DATASET EXCERPTS ::

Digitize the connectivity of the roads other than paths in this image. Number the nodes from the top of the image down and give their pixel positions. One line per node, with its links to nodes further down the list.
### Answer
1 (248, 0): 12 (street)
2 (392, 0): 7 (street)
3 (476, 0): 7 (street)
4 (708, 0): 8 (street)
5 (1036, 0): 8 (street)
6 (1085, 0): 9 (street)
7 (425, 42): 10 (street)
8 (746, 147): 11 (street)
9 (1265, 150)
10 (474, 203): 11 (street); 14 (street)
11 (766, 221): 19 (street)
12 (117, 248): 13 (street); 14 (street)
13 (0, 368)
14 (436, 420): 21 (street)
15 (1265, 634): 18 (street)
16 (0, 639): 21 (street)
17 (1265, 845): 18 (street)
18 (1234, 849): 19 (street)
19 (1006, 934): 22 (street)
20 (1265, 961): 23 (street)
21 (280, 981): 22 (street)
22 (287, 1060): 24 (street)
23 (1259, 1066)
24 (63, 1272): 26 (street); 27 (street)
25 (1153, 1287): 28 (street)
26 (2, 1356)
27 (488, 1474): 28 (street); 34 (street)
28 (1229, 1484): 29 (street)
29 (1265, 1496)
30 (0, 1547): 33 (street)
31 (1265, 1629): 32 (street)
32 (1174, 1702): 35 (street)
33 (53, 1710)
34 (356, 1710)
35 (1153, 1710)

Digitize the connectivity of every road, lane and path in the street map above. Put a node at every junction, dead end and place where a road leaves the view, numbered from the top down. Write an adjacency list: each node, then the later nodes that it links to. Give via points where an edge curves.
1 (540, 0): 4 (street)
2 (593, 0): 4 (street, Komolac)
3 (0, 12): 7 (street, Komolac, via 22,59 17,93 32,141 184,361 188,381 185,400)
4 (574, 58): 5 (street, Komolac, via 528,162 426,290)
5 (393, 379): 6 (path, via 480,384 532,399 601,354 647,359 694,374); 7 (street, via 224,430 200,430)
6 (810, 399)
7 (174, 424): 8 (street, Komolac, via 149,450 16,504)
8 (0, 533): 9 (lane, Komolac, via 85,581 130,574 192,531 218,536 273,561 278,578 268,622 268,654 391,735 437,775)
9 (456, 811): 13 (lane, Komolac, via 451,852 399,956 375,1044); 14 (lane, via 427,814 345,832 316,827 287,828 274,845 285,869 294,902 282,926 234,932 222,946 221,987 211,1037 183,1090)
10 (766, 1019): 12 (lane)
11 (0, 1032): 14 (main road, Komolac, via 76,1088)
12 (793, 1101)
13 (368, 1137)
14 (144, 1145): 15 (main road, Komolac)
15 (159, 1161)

ACTIVITY :: Retype the material above in full, with nothing altered.

OUTPUT ::
Digitize the connectivity of the roads other than paths in this image. Number the nodes from the top of the image down and give their pixel positions. One line per node, with its links to nodes further down the list.
### Answer
1 (248, 0): 12 (street)
2 (392, 0): 7 (street)
3 (476, 0): 7 (street)
4 (708, 0): 8 (street)
5 (1036, 0): 8 (street)
6 (1085, 0): 9 (street)
7 (425, 42): 10 (street)
8 (746, 147): 11 (street)
9 (1265, 150)
10 (474, 203): 11 (street); 14 (street)
11 (766, 221): 19 (street)
12 (117, 248): 13 (street); 14 (street)
13 (0, 368)
14 (436, 420): 21 (street)
15 (1265, 634): 18 (street)
16 (0, 639): 21 (street)
17 (1265, 845): 18 (street)
18 (1234, 849): 19 (street)
19 (1006, 934): 22 (street)
20 (1265, 961): 23 (street)
21 (280, 981): 22 (street)
22 (287, 1060): 24 (street)
23 (1259, 1066)
24 (63, 1272): 26 (street); 27 (street)
25 (1153, 1287): 28 (street)
26 (2, 1356)
27 (488, 1474): 28 (street); 34 (street)
28 (1229, 1484): 29 (street)
29 (1265, 1496)
30 (0, 1547): 33 (street)
31 (1265, 1629): 32 (street)
32 (1174, 1702): 35 (street)
33 (53, 1710)
34 (356, 1710)
35 (1153, 1710)

Digitize the connectivity of every road, lane and path in the street map above. Put a node at every junction, dead end and place where a road leaves the view, numbered from the top down. Write an adjacency list: each node, then the later nodes that it links to. Give via points where an edge curves.
1 (540, 0): 4 (street)
2 (593, 0): 4 (street, Komolac)
3 (0, 12): 7 (street, Komolac, via 22,59 17,93 32,141 184,361 188,381 185,400)
4 (574, 58): 5 (street, Komolac, via 528,162 426,290)
5 (393, 379): 6 (path, via 480,384 532,399 601,354 647,359 694,374); 7 (street, via 224,430 200,430)
6 (810, 399)
7 (174, 424): 8 (street, Komolac, via 149,450 16,504)
8 (0, 533): 9 (lane, Komolac, via 85,581 130,574 192,531 218,536 273,561 278,578 268,622 268,654 391,735 437,775)
9 (456, 811): 13 (lane, Komolac, via 451,852 399,956 375,1044); 14 (lane, via 427,814 345,832 316,827 287,828 274,845 285,869 294,902 282,926 234,932 222,946 221,987 211,1037 183,1090)
10 (766, 1019): 12 (lane)
11 (0, 1032): 14 (main road, Komolac, via 76,1088)
12 (793, 1101)
13 (368, 1137)
14 (144, 1145): 15 (main road, Komolac)
15 (159, 1161)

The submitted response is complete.